**EXERCISE:** What lines in the records include the string "Lauderdale"? Return each one.

**RECORDS FOR PROCESSING:**
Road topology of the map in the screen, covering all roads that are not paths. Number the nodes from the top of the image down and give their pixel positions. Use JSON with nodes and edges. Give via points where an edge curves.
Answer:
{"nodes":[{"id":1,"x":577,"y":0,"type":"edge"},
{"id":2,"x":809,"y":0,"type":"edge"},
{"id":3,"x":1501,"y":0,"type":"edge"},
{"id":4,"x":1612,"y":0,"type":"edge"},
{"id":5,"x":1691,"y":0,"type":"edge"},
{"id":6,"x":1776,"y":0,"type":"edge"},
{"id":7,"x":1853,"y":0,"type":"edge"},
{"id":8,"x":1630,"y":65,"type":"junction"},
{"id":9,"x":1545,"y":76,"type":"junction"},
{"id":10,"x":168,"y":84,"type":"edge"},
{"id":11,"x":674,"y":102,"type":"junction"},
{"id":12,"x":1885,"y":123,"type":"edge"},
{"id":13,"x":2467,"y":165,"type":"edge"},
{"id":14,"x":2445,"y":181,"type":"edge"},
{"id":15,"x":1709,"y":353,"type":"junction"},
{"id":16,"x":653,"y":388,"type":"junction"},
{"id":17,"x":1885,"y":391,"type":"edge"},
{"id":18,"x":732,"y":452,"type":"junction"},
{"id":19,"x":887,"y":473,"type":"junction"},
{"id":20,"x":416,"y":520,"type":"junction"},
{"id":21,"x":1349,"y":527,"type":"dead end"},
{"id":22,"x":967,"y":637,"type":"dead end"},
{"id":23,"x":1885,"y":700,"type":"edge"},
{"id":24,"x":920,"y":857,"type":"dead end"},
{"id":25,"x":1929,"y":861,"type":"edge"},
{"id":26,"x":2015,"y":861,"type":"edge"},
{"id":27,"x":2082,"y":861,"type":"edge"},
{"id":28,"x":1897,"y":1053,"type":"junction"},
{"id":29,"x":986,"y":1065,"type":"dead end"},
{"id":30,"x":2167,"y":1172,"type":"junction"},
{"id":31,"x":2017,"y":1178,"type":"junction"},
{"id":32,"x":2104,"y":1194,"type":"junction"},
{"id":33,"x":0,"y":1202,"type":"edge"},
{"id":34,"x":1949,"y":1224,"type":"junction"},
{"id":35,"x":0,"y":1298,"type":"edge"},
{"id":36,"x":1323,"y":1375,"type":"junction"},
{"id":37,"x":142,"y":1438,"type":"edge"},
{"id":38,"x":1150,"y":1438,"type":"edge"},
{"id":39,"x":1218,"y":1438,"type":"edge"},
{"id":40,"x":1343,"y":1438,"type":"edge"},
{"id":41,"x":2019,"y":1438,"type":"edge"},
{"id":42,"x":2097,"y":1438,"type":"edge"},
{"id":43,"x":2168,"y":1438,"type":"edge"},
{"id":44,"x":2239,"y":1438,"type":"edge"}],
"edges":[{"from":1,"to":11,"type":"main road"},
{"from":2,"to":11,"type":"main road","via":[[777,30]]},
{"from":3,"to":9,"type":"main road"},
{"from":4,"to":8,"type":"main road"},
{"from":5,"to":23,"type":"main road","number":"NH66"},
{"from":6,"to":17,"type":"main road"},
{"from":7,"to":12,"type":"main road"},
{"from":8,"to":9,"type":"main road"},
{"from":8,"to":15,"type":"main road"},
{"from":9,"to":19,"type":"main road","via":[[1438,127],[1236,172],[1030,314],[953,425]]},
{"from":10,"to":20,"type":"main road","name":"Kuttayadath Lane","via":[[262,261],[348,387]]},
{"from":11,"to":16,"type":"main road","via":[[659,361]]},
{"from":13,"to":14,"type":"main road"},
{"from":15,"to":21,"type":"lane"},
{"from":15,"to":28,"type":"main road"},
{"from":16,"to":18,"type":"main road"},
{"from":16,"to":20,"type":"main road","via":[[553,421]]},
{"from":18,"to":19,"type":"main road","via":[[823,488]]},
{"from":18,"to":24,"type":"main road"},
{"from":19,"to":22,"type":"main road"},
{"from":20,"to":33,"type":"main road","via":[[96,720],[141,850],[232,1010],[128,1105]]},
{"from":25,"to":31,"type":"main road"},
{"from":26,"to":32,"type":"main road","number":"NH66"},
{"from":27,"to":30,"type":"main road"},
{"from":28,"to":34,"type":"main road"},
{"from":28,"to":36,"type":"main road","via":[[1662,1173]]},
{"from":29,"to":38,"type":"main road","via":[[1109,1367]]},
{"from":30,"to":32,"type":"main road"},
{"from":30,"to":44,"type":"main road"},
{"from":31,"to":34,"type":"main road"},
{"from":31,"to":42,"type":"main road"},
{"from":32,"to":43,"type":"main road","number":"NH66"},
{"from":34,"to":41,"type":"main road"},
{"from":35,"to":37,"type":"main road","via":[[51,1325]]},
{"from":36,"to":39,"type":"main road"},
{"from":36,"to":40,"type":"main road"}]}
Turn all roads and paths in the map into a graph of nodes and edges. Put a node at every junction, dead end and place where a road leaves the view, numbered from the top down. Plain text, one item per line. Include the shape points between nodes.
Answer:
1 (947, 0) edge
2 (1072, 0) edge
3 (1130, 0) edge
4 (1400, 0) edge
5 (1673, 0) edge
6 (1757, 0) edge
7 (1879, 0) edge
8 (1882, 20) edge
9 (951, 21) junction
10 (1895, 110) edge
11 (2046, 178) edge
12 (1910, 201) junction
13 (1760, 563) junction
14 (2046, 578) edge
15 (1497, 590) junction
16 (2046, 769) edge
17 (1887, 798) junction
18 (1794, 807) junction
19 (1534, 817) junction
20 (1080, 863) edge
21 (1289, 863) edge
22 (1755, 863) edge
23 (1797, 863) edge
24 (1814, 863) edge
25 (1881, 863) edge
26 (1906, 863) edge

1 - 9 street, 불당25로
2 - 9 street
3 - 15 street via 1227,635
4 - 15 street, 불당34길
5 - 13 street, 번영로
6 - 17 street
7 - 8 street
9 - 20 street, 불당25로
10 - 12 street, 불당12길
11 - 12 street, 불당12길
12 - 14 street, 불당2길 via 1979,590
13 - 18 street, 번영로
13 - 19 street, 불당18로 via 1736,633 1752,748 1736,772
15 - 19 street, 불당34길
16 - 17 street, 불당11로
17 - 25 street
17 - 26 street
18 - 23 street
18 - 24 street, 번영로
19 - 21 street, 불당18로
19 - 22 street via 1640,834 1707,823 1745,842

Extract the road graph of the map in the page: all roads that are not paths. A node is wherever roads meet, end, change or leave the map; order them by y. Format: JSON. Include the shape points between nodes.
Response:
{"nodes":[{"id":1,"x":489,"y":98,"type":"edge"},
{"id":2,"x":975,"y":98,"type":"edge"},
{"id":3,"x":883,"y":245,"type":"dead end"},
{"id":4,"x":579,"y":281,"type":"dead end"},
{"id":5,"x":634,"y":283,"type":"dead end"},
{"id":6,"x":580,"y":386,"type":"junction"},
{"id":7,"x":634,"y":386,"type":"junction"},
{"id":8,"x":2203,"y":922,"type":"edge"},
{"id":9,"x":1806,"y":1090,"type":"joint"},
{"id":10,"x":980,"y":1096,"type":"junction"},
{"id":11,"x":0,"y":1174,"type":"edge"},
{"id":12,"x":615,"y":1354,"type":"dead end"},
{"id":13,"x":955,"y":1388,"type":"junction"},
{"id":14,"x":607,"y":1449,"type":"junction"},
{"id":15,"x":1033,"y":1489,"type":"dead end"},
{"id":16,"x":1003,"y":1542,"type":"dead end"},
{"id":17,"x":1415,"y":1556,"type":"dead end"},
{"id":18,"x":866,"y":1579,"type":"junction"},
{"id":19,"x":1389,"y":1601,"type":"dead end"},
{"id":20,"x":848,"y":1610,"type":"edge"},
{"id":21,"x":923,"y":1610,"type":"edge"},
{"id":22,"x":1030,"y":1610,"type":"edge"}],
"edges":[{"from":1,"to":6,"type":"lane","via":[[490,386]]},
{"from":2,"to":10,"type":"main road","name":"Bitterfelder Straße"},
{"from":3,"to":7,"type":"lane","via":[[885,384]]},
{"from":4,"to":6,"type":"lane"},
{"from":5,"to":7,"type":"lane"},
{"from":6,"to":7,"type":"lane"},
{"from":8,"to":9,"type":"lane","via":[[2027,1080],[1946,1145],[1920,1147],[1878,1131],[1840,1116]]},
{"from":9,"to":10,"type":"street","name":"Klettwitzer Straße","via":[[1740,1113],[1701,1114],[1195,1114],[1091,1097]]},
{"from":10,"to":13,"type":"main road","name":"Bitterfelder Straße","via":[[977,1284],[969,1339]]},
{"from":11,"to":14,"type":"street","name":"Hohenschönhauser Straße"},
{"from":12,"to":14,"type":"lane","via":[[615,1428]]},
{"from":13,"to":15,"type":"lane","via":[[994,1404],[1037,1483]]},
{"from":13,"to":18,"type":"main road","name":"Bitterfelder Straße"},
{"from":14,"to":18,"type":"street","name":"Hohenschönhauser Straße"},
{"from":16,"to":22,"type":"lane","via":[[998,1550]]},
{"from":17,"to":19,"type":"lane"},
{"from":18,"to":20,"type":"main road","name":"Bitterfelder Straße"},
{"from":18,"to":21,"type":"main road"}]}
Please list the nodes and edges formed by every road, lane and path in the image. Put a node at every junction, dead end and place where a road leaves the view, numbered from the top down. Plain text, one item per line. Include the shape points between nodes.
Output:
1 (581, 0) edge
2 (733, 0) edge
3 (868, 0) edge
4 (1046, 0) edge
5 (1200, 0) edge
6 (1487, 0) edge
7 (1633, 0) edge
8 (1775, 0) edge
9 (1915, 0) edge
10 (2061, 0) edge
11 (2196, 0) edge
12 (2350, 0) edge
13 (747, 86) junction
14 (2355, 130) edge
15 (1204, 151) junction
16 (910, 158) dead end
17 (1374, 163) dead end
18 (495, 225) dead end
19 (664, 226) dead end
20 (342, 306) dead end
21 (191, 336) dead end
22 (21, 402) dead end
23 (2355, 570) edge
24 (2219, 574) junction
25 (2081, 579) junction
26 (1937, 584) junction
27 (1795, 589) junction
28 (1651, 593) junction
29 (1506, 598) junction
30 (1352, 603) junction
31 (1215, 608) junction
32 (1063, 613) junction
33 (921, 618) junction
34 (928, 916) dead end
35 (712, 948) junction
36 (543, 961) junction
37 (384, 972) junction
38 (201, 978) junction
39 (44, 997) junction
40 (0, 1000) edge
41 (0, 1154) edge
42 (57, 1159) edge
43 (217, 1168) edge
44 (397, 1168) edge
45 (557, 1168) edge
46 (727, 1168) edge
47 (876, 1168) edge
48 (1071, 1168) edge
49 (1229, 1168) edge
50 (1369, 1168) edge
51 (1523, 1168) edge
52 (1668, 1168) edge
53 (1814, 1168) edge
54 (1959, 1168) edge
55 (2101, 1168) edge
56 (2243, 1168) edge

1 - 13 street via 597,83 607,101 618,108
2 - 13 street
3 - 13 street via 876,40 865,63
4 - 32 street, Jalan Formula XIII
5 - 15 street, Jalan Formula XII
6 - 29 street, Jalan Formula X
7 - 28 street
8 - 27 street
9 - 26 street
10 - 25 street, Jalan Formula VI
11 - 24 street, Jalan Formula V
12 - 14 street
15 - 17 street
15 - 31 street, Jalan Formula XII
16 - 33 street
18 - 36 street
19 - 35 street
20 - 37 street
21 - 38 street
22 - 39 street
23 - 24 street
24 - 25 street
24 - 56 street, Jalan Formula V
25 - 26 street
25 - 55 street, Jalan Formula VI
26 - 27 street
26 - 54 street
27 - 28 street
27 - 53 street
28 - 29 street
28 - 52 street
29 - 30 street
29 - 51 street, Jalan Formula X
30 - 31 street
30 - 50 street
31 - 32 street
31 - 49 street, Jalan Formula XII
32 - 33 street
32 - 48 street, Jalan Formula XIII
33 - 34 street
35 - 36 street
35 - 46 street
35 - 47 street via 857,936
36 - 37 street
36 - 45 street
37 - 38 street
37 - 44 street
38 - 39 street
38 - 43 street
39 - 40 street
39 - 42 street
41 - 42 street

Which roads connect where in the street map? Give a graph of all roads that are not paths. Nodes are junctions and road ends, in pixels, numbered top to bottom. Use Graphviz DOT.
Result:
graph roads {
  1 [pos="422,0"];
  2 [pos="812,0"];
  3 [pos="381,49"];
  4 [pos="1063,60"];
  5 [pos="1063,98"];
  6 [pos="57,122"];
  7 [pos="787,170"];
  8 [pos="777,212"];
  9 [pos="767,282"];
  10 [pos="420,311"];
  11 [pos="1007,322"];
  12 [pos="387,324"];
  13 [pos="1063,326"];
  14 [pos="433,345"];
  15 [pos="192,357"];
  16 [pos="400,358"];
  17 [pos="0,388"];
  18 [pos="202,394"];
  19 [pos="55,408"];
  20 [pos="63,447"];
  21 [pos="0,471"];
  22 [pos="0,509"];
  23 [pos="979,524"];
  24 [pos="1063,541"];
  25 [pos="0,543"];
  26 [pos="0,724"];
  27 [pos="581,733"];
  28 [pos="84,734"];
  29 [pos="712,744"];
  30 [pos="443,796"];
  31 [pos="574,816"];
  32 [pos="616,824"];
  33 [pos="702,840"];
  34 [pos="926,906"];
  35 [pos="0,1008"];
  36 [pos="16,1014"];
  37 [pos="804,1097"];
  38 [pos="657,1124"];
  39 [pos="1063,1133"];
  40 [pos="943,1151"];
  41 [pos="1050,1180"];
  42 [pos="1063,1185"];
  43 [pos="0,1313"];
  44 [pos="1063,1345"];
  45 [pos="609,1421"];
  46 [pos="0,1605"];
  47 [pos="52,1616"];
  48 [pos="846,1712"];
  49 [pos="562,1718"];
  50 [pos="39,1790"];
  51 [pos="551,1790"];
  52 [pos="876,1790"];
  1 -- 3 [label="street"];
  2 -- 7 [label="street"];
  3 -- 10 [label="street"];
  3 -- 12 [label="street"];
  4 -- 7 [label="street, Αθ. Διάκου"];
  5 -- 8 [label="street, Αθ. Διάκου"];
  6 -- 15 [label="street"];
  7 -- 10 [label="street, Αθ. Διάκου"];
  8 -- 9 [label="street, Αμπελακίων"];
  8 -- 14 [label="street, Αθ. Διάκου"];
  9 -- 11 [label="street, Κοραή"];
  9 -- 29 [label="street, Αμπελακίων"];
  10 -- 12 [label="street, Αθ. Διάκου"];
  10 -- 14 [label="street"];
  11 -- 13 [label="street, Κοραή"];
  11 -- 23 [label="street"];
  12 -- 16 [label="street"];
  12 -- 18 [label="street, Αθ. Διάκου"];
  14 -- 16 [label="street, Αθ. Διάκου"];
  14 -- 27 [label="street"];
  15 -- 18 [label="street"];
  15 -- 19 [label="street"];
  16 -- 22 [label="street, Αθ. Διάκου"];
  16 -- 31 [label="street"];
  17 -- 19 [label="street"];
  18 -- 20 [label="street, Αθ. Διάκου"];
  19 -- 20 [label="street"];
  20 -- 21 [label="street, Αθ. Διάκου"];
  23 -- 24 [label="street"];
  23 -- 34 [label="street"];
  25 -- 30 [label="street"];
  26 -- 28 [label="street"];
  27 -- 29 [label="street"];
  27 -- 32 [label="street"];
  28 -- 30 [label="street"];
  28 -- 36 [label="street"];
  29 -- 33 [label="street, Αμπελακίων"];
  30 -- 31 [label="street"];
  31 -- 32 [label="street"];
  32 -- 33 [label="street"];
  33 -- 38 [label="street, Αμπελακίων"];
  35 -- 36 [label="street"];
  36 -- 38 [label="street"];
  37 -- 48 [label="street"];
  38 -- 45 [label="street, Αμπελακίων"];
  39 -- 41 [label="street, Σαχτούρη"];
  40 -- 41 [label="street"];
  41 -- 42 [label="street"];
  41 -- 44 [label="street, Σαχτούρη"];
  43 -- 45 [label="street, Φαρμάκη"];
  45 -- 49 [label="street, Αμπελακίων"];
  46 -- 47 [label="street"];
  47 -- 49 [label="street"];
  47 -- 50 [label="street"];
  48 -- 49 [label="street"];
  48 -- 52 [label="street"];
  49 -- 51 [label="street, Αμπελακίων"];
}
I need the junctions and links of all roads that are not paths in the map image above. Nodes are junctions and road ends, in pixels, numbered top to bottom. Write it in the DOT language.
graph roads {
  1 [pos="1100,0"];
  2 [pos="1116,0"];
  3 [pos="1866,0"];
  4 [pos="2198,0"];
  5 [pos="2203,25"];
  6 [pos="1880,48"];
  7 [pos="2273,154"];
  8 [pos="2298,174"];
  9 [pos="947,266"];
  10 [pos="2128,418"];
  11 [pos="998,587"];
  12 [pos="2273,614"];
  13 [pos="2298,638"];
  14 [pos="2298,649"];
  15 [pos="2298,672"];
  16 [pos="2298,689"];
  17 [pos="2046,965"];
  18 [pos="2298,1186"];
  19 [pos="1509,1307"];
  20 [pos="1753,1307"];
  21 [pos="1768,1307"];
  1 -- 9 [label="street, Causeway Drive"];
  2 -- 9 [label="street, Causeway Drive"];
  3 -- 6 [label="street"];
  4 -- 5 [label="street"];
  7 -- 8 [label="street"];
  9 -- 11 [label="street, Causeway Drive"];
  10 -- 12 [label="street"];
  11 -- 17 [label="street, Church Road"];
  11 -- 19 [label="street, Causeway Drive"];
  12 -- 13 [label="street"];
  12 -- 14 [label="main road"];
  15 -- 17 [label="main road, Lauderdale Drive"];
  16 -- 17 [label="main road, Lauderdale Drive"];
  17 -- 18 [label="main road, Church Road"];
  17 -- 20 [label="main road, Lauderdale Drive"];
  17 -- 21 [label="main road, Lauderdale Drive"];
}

**EXERCISE RESPONSE:**
  15 -- 17 [label="main road, Lauderdale Drive"];
  16 -- 17 [label="main road, Lauderdale Drive"];
  17 -- 20 [label="main road, Lauderdale Drive"];
  17 -- 21 [label="main road, Lauderdale Drive"];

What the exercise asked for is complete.